Lewiston-based New Beginnings hopes to turn the 147 Perham St. duplex into housing for youth who are at risk for homelessness, Executive Director Bob Rowe said.
Abutter Jim Andrews, who lives near the duplex, believes turning the apartment into housing for a youth outreach program is a change of use for the property. If so, the Planning Board must complete site plan review on the proposal before approving it. Site plan reviews include a public hearing, which is what Andrews and other neighbors are hoping for.
The Planning Board voted in October that New Beginnings does not need site review, and Andrews appealed that decision. The board voted Jan. 8 to uphold its original decision. Andrews dated his appeal Feb. 2, and the appeal hearing is scheduled for March 2.
“It’s not that we don’t want the organization there,” Claire Andrews explained. Rather, the abutters want to make sure that the people who live there are given the kind of care they need, so they can be successful, and not a danger to the community. Some if not all of the potential tenants have emotional problems and some have criminal records, Andrews said. The building is close to Mallett School, and locals want to make sure convicted sex offenders or felons aren’t going to be placed there by New Beginnings, she said.

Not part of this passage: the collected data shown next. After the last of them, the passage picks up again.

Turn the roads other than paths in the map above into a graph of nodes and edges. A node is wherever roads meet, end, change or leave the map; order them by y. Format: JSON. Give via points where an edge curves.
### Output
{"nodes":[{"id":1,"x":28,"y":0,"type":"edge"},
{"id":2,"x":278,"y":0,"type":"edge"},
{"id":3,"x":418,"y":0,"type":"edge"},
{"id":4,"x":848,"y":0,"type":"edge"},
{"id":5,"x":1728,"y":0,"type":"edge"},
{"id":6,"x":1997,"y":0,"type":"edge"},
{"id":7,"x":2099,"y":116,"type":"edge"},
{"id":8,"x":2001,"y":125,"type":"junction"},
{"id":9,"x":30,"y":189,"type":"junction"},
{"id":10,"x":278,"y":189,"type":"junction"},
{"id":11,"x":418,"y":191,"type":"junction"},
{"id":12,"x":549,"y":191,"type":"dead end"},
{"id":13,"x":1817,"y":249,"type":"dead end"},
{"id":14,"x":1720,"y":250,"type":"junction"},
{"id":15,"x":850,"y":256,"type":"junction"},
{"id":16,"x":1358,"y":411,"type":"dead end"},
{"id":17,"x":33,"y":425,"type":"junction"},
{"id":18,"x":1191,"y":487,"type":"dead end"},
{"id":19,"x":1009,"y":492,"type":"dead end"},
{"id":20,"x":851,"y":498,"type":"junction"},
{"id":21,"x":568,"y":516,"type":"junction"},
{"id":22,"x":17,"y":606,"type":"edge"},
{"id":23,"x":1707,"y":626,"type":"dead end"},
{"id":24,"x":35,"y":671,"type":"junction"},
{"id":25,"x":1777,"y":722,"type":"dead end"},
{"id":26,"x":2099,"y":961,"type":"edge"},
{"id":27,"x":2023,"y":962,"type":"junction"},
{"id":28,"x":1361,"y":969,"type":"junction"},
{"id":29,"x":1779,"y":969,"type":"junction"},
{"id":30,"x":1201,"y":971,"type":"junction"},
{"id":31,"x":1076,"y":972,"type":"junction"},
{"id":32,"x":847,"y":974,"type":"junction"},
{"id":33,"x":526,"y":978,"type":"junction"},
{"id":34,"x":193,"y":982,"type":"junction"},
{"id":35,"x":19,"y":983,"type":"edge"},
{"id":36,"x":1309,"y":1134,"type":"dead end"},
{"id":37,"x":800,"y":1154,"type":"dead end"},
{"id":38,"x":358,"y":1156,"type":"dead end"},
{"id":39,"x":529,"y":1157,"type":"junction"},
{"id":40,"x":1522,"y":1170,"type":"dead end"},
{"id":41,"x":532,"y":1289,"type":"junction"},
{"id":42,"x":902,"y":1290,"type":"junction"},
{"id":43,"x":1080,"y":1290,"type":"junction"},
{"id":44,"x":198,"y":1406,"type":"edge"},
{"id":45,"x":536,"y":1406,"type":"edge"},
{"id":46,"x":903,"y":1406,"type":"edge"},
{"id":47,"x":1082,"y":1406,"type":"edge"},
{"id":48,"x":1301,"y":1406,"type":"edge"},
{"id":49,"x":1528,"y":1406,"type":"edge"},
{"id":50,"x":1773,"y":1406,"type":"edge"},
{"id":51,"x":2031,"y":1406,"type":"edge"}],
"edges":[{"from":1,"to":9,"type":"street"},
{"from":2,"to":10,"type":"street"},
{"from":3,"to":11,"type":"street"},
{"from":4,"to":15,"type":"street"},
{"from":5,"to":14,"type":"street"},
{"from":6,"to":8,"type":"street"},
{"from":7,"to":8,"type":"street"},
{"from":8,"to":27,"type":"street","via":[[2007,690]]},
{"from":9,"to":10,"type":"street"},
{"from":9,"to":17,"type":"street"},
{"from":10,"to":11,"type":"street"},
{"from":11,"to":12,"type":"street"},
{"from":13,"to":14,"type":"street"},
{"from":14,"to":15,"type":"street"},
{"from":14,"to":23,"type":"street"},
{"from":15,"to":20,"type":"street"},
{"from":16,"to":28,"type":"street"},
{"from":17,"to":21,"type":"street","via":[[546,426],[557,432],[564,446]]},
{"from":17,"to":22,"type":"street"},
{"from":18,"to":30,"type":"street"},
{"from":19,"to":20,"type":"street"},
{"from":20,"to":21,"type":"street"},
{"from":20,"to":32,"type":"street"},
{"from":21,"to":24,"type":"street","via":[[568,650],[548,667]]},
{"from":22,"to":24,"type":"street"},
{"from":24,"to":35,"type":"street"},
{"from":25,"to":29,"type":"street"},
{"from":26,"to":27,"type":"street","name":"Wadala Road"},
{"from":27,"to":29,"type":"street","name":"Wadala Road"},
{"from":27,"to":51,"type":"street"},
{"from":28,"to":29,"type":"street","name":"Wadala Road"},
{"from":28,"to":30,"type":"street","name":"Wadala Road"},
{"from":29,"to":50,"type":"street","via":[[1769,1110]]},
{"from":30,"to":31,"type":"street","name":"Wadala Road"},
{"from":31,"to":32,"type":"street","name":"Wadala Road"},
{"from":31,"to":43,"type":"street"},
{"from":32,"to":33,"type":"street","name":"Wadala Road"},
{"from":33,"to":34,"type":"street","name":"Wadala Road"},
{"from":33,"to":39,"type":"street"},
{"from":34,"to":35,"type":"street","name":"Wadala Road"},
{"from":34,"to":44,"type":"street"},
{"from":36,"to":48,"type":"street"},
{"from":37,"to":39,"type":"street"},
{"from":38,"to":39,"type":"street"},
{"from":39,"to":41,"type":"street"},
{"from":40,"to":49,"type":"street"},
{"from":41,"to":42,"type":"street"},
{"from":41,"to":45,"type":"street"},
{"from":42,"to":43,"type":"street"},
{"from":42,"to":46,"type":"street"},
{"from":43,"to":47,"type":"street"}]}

But Code Enforcement Officer Steve Kaiser has said he believes calling the New Beginnings plan a change of use is nothing short of discrimination. College kids – of similar ages to the prospective nonprofit tenants – lived there in the past, he’s said. Some of them may have criminal records, and many people in the general population have emotional issues.
Jim Andrews, though, says that what sets New Beginnings apart is the fact that the potential clients need help from the outreach service to be able to live on their own, whether it’s for financial, emotional, or other reasons.
“They are funded through public tax dollars via state and federal grants … They plan to use the property as a residence for qualifying young adults who are enrolled in their Community Living Program. Case management by New Beginnings is a requirement for any tenant living in their Community Living Program,” Andrews said in his appeal.
What the Appeals Board is going to do is anyone’s guess, Kaiser said. The board doesn’t have the jurisdiction to require the Planning Board to make a different decision, Kaiser said, just to revisit the issue. “They’re an appeals board, not a planning board. They can’t usurp (the Planning Board’s) authority,” he said.
Andrews said he’s not sure what he’ll do if the Appeals Board finds in the Planning Board’s favor, but said Friday all he wants is the chance to talk and come to a compromise with New Beginnings.
“I just think the Planning Board is making a factual and legal mistake,” he said. “At the end of the last meeting, I had hoped there was going to be some room for compromise. I just don’t understand why they’re so reluctant to have that conversation.”